THE PROBLEM: Which lines in the data below contain the word "Amochostou"? Pull each of them out.
<<<<
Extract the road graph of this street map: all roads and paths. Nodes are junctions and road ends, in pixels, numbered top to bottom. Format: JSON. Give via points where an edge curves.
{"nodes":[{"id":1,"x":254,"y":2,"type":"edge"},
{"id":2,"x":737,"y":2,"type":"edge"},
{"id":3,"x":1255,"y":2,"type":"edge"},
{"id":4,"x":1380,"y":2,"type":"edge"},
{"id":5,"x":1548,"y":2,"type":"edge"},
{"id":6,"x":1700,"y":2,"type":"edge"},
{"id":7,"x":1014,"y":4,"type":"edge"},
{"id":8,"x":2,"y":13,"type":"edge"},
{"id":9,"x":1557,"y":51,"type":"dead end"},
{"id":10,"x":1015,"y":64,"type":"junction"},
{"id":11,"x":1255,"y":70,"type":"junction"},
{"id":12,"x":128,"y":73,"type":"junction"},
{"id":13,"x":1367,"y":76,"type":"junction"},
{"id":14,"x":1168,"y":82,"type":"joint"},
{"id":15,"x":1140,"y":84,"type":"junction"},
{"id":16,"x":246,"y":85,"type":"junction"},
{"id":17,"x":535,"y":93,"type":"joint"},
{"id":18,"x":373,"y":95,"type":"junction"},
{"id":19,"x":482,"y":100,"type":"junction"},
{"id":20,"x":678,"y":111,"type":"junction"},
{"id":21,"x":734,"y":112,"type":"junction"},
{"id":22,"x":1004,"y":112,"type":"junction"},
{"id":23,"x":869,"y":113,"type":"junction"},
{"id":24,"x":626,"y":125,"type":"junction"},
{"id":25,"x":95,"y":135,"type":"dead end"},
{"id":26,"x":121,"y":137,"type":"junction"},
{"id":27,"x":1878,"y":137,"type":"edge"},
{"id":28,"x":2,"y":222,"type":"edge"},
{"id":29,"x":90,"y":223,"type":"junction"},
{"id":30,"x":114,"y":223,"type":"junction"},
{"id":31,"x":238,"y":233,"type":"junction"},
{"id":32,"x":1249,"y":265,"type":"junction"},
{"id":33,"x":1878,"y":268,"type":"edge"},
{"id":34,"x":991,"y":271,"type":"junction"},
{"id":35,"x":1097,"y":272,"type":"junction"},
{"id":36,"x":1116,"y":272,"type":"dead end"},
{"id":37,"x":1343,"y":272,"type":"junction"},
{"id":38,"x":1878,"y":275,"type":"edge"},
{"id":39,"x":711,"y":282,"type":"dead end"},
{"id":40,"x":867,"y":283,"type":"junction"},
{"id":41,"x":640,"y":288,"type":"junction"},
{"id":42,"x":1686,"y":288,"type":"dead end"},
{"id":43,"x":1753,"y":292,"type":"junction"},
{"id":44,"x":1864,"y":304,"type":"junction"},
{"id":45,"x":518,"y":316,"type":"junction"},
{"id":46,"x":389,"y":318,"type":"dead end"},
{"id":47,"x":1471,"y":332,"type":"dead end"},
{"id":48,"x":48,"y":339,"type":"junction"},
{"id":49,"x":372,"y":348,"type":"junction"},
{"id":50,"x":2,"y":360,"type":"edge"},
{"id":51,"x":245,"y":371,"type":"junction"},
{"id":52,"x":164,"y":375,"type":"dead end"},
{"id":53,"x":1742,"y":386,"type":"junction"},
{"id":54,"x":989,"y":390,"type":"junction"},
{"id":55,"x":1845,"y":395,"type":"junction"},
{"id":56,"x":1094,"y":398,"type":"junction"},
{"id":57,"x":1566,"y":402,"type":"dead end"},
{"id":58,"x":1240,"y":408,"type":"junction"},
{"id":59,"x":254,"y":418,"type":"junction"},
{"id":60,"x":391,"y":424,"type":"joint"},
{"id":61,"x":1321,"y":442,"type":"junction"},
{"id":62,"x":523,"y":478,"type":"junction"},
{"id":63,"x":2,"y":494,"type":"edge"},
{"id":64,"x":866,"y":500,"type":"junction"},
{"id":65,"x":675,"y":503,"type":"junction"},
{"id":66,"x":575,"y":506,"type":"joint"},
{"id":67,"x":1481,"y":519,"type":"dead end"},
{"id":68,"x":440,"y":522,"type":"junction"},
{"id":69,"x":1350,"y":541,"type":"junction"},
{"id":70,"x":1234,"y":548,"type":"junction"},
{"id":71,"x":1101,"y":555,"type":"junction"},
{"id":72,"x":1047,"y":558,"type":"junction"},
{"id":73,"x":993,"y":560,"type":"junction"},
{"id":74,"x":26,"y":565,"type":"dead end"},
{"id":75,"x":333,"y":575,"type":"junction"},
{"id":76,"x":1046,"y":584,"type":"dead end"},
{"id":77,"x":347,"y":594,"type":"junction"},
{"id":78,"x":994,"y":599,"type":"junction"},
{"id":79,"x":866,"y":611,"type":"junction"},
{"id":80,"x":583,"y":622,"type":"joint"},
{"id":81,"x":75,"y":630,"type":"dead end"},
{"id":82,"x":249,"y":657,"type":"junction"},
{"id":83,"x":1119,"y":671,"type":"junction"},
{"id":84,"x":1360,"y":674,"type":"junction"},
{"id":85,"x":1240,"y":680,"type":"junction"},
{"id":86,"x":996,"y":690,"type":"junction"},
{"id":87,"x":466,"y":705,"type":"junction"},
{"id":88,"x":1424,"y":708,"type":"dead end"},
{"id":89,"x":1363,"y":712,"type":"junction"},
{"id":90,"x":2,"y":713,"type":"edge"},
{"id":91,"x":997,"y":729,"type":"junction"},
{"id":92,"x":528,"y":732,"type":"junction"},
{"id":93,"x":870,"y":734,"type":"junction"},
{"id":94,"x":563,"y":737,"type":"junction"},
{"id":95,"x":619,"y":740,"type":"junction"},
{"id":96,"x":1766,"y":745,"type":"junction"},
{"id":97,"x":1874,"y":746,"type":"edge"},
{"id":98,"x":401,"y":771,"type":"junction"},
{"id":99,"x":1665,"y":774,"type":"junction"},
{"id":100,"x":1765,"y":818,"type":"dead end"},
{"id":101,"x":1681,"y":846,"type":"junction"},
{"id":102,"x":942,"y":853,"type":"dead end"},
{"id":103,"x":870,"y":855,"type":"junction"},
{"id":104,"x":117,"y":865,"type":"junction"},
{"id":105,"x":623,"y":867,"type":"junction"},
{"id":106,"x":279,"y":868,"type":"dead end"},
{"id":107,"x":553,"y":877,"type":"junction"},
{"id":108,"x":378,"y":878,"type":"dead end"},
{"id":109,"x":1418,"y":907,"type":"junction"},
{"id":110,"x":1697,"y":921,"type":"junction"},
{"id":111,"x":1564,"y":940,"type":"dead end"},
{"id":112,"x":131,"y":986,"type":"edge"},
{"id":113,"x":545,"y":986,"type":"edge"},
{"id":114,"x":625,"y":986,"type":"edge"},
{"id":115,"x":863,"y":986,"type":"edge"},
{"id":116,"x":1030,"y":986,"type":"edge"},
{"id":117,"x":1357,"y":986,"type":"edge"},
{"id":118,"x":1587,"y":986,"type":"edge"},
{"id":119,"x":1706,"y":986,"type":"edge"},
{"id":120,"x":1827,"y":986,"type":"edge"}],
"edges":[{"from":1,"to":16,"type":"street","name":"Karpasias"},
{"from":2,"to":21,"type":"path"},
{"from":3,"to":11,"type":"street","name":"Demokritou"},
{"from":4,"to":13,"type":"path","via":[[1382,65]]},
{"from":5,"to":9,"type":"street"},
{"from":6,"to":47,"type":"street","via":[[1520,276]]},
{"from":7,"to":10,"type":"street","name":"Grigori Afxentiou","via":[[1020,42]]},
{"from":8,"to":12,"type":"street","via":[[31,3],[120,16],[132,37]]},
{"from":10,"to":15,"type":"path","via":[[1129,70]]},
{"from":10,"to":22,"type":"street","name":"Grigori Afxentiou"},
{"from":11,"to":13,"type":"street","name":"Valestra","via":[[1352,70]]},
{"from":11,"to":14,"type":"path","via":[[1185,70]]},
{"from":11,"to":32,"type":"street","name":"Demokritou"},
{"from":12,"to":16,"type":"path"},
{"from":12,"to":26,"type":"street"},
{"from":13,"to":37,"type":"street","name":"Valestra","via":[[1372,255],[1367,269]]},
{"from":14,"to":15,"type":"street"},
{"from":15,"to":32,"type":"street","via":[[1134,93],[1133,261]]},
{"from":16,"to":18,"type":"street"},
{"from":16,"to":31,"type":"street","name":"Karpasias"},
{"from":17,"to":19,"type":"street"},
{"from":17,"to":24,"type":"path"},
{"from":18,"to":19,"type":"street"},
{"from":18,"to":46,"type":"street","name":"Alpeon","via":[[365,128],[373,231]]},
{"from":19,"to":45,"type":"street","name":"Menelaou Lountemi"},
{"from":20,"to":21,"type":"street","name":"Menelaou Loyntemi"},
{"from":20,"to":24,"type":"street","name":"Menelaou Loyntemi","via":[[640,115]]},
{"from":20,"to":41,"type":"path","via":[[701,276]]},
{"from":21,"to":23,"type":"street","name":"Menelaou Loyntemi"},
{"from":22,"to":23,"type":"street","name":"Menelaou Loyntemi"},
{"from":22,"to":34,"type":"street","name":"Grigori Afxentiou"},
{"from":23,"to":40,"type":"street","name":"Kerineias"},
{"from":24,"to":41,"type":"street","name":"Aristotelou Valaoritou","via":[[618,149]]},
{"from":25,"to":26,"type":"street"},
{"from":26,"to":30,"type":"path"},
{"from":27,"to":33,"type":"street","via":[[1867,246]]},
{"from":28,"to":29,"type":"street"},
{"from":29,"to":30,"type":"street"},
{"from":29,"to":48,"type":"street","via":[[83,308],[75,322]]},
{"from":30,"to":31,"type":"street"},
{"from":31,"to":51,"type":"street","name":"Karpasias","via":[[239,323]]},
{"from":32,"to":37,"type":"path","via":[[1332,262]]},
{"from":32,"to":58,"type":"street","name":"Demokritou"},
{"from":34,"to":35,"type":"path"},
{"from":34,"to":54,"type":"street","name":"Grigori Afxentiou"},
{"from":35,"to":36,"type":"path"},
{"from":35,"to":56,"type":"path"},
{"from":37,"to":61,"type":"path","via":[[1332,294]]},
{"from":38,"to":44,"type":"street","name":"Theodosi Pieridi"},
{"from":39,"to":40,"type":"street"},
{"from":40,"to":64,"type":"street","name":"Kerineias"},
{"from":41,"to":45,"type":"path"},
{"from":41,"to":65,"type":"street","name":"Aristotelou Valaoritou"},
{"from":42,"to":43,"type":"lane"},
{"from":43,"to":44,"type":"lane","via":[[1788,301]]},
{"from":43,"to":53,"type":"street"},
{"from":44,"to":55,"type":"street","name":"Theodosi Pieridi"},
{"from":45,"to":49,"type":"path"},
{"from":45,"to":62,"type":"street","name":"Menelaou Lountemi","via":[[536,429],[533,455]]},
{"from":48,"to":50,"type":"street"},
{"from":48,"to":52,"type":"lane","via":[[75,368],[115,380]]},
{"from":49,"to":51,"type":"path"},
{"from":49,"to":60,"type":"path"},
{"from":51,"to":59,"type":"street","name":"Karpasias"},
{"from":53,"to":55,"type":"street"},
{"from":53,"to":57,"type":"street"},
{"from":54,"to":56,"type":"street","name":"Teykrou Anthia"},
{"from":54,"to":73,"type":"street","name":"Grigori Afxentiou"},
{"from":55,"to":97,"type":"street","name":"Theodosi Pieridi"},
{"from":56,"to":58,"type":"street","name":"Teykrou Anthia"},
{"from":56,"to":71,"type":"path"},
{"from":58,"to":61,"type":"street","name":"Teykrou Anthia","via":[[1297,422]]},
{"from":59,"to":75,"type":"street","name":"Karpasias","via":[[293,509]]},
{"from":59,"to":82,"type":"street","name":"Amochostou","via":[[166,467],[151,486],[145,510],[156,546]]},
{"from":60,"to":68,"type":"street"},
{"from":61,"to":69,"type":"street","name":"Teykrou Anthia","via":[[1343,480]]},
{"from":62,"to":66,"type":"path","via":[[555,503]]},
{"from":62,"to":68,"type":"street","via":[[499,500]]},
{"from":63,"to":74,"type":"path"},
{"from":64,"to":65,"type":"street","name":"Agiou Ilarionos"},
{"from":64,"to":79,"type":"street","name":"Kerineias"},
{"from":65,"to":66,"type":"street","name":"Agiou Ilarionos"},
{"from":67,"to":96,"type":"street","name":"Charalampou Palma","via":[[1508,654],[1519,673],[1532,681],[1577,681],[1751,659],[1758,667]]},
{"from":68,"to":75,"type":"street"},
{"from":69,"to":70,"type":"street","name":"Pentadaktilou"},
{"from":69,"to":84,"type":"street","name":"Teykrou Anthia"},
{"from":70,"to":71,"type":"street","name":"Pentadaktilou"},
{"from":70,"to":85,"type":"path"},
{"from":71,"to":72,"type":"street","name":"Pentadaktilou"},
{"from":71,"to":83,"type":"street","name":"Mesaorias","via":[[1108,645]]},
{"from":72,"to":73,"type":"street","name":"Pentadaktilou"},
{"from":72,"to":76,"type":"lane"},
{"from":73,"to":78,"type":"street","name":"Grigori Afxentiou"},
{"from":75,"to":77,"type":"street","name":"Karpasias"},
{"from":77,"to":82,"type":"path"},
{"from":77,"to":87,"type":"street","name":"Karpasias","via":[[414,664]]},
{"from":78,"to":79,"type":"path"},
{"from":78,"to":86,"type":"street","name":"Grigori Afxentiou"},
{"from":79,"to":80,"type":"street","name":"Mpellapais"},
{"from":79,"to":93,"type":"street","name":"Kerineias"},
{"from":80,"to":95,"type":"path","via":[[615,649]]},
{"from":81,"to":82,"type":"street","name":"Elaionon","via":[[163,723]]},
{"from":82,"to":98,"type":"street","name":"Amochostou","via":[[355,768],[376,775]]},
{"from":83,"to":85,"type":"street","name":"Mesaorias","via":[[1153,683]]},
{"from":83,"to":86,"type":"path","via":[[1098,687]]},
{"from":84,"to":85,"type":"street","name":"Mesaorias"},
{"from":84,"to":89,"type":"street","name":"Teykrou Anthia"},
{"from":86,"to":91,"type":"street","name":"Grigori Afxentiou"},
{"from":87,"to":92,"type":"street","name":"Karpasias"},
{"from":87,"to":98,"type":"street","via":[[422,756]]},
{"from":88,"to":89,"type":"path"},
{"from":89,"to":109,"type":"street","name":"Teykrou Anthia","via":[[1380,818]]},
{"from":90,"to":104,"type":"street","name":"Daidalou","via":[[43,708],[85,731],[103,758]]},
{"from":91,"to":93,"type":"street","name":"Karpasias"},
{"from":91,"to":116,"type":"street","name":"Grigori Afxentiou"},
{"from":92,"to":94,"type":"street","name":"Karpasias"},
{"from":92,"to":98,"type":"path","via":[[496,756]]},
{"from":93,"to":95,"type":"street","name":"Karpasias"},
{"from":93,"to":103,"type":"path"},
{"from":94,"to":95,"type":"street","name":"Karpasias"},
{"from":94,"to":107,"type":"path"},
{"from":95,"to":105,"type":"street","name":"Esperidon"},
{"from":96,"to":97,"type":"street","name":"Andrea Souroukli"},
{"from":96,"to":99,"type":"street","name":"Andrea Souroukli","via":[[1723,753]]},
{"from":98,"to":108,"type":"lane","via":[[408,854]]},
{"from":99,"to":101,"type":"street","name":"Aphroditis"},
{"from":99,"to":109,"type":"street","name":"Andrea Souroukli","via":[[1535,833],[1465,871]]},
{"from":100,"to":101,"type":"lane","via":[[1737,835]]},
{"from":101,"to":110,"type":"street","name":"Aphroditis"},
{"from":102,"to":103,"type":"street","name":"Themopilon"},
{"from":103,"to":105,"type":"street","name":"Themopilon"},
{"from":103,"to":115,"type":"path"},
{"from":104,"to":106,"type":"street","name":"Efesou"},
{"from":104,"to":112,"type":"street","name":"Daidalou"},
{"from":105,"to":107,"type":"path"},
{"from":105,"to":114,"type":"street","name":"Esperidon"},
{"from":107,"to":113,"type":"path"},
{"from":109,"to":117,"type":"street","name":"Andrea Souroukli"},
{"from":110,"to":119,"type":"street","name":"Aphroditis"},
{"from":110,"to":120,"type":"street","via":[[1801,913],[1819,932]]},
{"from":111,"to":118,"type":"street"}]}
>>>>
RESPONSE TO THE EXERCISE:
{"from":59,"to":82,"type":"street","name":"Amochostou","via":[[166,467],[151,486],[145,510],[156,546]]},
{"from":82,"to":98,"type":"street","name":"Amochostou","via":[[355,768],[376,775]]},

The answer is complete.